Durant toute cette période, s’étendant de juillet 1967 à avril 1969, Diori Hamani paraîtra isolé. Aucun de ses collègues africains n’esquissera le moindre geste de solidarité. Cette situation l’inquiétera sans ébranler pour autant sa conviction d’être sur la bonne voie. La suite des événements lui donnera bien vite raison.

En effet, moins d’une année après la démission du général de Gaulle, M. Mitchell Sharp, secrétaire d’État canadien aux Affaires extérieures, sera reçu à Paris par le ministre des Affaires étrangères M. Maurice Schuman. Celui-ci l’assurera que « le gouvernement français n’a absolument pas et n’avait jamais eu l’intention d’intervenir dans les affaires intérieures du Canada. »

Georges Pompidou enverra bientôt son ministre des Affaires étrangères en mission de réconciliation à Ottawa, en attendant l’annonce officielle par le Quai d’Orsay, en octobre 1974, que Paris considère le problème du Québec comme « une affaire intérieure canadienne ». Enfin, en novembre 1982, en recevant le Premier ministre du Canada M. Trudeau à l’Élysée, le président Mitterrand confirmera le souci du gouvernement français « de respecter la souveraineté du Canada ». [3]

Bien entendu, dans l’immédiat, personne ne saura gré au président Diori d’avoir eu raison avant les autres. C’est pourquoi la coopération entre le Niger et le Canada se développera dans une atmosphère permanente de tension entre Niamey et Paris. Cette tension survivra même au rapprochement franco-canadien. L’ensemble de l’establishment parisien, oubliant son opposition de naguère au « Québec libre » refuse, semble-t-il, d’accepter qu’un état francophone d’Afrique puisse faire cavalier seul.
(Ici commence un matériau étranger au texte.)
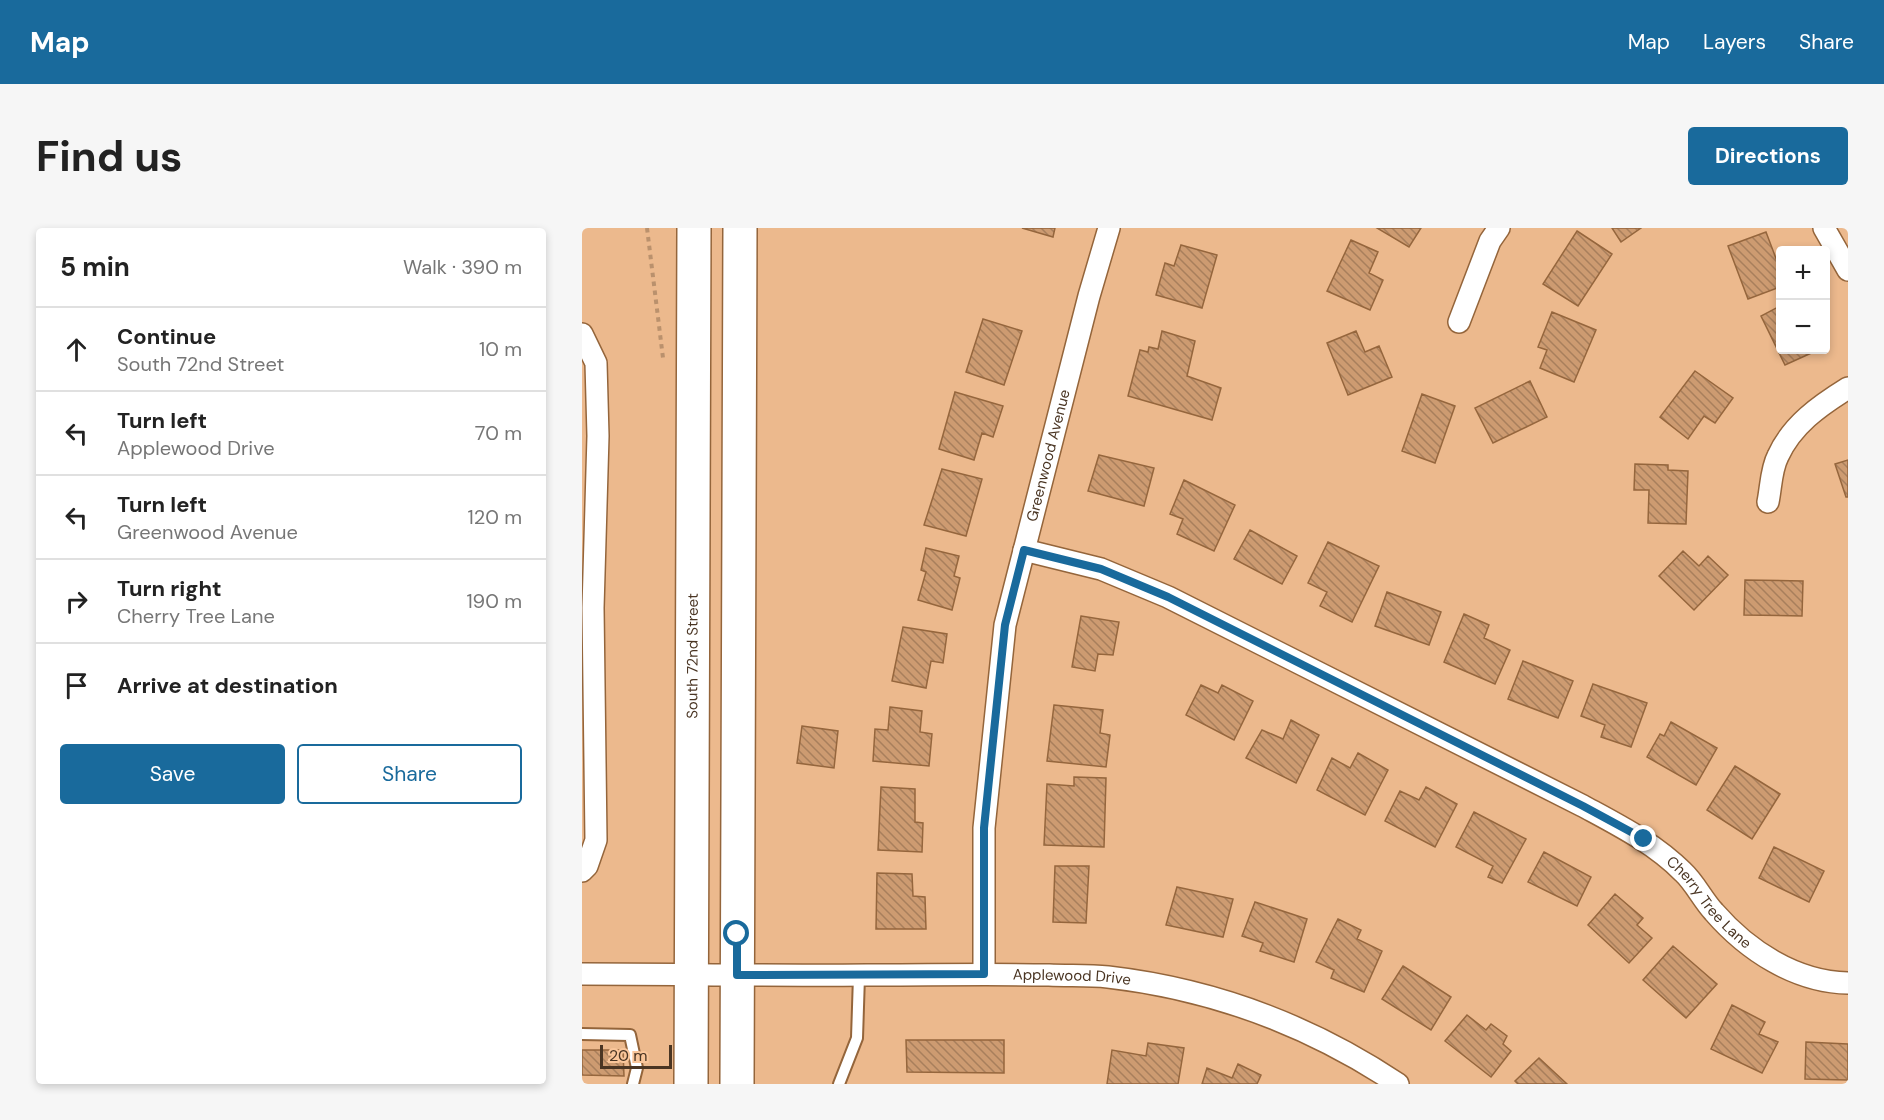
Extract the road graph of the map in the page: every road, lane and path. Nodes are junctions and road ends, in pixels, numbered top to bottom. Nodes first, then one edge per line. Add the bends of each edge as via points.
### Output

L’hostilité de ces milieux parisiens sera multiforme. Elle ira des manifestations d’impolitesse, voire de grossièreté, aux tentatives de neutralisation de la coopération nigéro-canadienne.

Exemple d’impolitesse. Le 7 janvier 1971, M. Harou Kouka, ministre nigérien de l’Éducation, arrive à Paris pour demander à son collègue M. Yvon Bourges, de recevoir dans les universités françaises 13 des 130 étudiants nigériens expulsés de Côte d’Ivoire. « Alors, lui répond le ministre de Georges Pompidou, vos amis canadiens vous laissent tomber ? Vous pourriez, ajoute-t-il, vous adresser avec plus de profit à nos camarades québécois. » Puis il ramasse ses papiers et quitte son bureau en laissant Harou Kouka en tête à tête avec l’un de ses collaborateurs. Cette absence totale de tact avait profondément traumatisé le ministre nigérien.

Donc la coopération avec le Canada se situe, pour le Niger, dans un contexte de harcèlement incessant de certains milieux parisiens, de mauvaise volonté évidente et de vexations plus ou moins mesquines. Mais elle se situe également dans le cadre d’une crainte constante de voir Ottawa régler ses problèmes avec la France en sacrifiant le Niger.

Pour sa part, le président Diori tenait absolument au développement constant de cette coopération sur tous les plans. Pour lui, la valeur spécifique de l’aide canadienne provenait du fait que pour la première fois dans l’histoire des jeunes républiques francophones d’Afrique, une puissance étrangère prenait l’initiative de s’intéresser, en particulier, en priorité, au pays le plus déshérité de la région. Pour Diori Hamani, il me l’avait confié, négliger ce paramètre par lâcheté ou simple complaisance aurait signifié trahir sa mission de chef d’État.